Greenpeace Shakes World: Oil Giants' Profits Soar After Fuel Subsidy Withdrawal

Angel Doris Angel Doris 09 Jul 2026 23:59 WIB
Greenpeace Guncang Dunia: Laba Raksasa Minyak Meroket Pasca Subsidi BBM Ditarik
Illustration: Greenpeace Shakes World: Oil Giants' Profits Soar After Fuel Subsidy Withdrawal

JAKARTA — Leading environmental organization Greenpeace has leveled serious accusations against several global oil corporations. They allege these energy companies have amassed excessive, record-breaking profits following the termination of fuel discount or subsidy schemes. This situation, unfolding throughout 2026, sparks deep concern regarding the financial burden on consumers amid global economic turmoil.

The investigative report released by Greenpeace highlights a substantial pattern of profit increases. This occurred precisely after fuel price incentive policies were abolished, suggesting alleged market exploitation that burdens the wider public.

According to Greenpeace's findings, the operational profit margins of these oil companies surged dramatically. This figure significantly exceeds historical averages, indicating that price increases to consumers are not merely a reflection of production or distribution costs.

A Greenpeace Europe spokesperson, in a press statement earlier in 2026, emphasized the need for transparency and accountability from the energy sector. They called for a thorough investigation into the pricing practices implemented.

The increase in fuel prices following the withdrawal of subsidies directly impacts public purchasing power. The transportation and logistics sectors also feel the repercussions, which could then trigger inflation in other commodities and services.

This phenomenon adds to the growing list of economic challenges faced by many countries in 2026. Governments and regulators are urged to take firm action to protect consumers from what are deemed unfair pricing practices.

Amid global demands for a sustainable energy transition, the massive profit surge by oil companies presents an irony.
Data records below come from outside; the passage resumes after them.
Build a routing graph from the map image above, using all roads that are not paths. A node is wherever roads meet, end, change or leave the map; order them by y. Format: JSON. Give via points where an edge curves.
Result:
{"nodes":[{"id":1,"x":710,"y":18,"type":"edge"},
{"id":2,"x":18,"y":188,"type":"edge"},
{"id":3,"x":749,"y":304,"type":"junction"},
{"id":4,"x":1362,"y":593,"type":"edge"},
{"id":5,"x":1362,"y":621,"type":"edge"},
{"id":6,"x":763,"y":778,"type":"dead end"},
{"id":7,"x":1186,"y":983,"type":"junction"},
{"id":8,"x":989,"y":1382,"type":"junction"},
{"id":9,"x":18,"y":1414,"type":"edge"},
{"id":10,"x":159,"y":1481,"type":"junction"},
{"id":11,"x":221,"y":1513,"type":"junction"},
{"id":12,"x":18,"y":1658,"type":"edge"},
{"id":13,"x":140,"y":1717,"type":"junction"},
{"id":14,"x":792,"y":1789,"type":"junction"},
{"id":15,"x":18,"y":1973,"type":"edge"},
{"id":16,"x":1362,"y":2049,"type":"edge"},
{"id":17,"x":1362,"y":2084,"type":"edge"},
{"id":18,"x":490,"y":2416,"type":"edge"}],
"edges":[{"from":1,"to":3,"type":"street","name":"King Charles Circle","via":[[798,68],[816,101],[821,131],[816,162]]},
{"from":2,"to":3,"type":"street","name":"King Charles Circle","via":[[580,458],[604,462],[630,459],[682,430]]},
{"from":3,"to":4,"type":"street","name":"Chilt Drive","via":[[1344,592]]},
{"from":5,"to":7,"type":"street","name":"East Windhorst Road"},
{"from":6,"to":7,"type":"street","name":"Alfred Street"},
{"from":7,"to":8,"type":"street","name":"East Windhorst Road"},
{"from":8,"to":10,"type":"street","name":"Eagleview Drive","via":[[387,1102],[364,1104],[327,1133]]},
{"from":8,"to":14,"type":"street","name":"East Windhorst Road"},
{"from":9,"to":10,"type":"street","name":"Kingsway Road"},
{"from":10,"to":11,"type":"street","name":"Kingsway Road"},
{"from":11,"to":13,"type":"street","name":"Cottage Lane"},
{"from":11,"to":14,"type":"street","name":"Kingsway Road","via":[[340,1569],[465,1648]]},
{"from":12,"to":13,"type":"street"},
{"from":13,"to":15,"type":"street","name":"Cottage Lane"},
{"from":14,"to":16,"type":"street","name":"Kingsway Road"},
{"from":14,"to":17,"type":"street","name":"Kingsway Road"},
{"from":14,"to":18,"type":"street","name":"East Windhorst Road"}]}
These activities are perceived as contradicting the spirit of decarbonization and investment in renewable energy.

Greenpeace also indicated that these fantastic profits should be allocated to fund green innovations and compensate for the impacts of climate change, rather than enriching corporations still reliant on fossil fuels.

The ongoing global energy crisis, coupled with geopolitical dynamics, also creates a conducive environment for oil companies to justify price increases. However, Greenpeace argues that the magnitude of these profits is disproportionate to market conditions.

The debate over the role of energy companies in the global economy is intensifying. Society demands price fairness and a serious commitment to the sustainability agenda. The Threat of Global Oil Price Hikes Looms Post-US-Iran Ceasefire highlights market vulnerabilities that can be exploited, as discussed in a related article. This underscores the complexity of the current oil market.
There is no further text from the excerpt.